Hank might think her hair was pretty, he might say he enjoyed her sense of humor. But, that was a long way from love. Men like Hank didn't love women like Angela.
Besides, she wasn't in love with him. She just had a crush, a harmless little crush that would never evolve into anything more. She couldn't let it evolve into something deeper, because only a fool would allow her boss to break her heart.
Chapter Seven.
"Whoa. Easy boy." Cameron Gallagher gentled the huge stallion with a caress on the neck.
The black stallion was enclosed in a large, wooden corral. Hank and Trent stood outside the corral, watching Trent's brother-in-law, Cameron, work with the half-wild beast. Dust rode the wind as the horse anxiously pawed the dry ground.
"He's a beauty, isn't he?" Trent observed.
"He sure is," Hank agreed.
"Cam caught him two weeks ago in a box canyon where several packs of wild horses roam," Trent explained. "He'd had his eye on that stallion for months before he actually managed to rope him."

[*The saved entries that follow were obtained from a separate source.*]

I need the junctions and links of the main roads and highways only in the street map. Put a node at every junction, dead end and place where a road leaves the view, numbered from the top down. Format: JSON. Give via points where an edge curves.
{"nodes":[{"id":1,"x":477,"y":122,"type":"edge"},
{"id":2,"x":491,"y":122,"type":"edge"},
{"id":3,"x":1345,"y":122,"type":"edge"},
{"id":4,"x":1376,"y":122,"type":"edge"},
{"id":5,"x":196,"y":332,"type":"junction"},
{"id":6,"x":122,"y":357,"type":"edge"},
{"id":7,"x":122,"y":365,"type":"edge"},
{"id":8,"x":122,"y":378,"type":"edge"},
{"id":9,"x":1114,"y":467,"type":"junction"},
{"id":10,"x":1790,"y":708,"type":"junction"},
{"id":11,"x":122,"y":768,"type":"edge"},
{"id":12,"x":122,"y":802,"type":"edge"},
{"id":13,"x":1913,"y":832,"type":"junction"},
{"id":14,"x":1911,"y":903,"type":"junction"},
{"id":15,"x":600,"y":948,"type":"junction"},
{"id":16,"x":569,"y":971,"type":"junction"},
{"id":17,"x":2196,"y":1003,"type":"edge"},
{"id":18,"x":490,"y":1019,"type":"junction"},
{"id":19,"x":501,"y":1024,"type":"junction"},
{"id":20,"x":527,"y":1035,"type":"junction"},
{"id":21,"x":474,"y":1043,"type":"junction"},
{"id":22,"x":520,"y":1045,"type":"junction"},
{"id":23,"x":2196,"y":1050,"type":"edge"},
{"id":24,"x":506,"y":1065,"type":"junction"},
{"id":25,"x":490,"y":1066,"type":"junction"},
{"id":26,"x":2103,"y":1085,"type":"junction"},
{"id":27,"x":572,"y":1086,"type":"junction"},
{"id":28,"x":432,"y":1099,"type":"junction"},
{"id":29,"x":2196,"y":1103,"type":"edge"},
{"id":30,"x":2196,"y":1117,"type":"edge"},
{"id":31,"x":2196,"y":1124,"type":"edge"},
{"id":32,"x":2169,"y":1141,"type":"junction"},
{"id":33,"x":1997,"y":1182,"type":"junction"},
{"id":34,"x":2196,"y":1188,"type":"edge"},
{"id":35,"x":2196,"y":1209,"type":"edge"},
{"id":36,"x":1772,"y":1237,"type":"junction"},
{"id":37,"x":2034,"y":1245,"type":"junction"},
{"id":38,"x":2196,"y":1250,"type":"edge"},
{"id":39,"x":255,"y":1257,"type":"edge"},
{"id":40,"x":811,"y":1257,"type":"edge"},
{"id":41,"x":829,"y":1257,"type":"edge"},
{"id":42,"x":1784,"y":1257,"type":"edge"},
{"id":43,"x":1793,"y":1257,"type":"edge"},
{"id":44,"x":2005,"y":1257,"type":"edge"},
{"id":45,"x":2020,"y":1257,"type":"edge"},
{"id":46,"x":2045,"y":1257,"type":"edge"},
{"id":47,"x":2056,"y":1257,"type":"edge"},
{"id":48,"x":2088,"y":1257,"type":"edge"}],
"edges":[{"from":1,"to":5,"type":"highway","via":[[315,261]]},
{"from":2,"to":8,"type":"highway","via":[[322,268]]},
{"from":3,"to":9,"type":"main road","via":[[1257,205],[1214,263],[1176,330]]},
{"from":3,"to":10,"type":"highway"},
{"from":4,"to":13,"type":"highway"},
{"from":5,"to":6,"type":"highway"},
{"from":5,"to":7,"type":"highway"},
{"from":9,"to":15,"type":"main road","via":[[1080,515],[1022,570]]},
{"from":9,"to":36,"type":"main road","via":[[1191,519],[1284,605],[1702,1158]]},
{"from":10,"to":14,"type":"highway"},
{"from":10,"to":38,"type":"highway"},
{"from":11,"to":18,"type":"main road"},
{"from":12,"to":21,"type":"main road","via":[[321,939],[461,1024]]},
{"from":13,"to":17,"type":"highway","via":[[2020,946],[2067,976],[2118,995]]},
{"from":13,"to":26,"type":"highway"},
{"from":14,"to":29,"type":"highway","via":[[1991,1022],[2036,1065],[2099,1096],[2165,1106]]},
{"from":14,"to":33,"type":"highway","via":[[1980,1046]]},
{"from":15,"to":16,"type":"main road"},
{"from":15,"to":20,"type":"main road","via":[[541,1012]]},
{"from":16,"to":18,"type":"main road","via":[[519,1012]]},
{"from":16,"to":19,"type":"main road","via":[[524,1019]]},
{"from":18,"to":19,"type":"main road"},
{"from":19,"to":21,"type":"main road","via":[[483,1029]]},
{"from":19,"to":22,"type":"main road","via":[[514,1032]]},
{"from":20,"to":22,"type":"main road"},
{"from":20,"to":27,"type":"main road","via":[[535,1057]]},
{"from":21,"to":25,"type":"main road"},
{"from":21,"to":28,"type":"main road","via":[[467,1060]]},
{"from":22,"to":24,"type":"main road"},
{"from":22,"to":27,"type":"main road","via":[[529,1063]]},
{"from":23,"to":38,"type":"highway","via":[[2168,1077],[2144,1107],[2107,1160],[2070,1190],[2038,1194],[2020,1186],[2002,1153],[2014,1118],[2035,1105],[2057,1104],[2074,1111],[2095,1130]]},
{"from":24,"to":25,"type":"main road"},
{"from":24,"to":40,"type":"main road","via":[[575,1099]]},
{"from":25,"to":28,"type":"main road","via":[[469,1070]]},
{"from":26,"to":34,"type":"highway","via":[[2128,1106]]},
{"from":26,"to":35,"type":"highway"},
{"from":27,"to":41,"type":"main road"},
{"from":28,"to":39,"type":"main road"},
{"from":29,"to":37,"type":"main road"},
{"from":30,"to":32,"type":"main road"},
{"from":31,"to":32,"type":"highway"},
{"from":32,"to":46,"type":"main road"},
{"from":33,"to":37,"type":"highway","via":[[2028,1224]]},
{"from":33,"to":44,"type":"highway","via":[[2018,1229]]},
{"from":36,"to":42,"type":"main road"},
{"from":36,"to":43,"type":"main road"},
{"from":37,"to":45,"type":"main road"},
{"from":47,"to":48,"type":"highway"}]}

"He's good with horses," Hank said as he watched the tall, dark-haired cowboy working with the stallion.
"Yeah, about the only things Cameron really likes are horses, his wife and his daughter...not necessarily in that order."
Trent nodded as Cameron approached where he and Hank stood. "Hey Cam."
"Trent." Cameron nodded.
"This is Hank Riverton from Great Falls. I've been telling him about your success in breaking the horses in the wild pack."
"Are you a rancher, Mr. Riverton?" Cameron asked as he shook Hank's hand.
"Not at the present time...but maybe in the future. Sometime I'd like a little place...maybe keep a couple of horses," Hank replied, surprised to realize his words were true.
"There's lots of prime land around Mustang," Cameron said.
"I'd probably be looking around the Great Falls area," Hank replied. He made a mental note to himself to check out the possibility of buying some property when he returned to Great Falls. It would be nice to have several acres, nothing too big, but enough land to keep some horses for pleasure purposes.
"Well, best of luck to you," Cameron said, obviously itching to get back to his work with the stallion.
Trent looked at his watch. "Yeah, I suppose we ought to get back. Elena and I have our session with Barbara right before dinner."
"What made you decide to do this week-long marital enrichment thing?" Hank asked as the two men walked back to Trent's pickup.
Trent shrugged. "Elena thought it would be good for us." He cast Hank a conspiratorial wink. "You know women, they love this bonding stuff."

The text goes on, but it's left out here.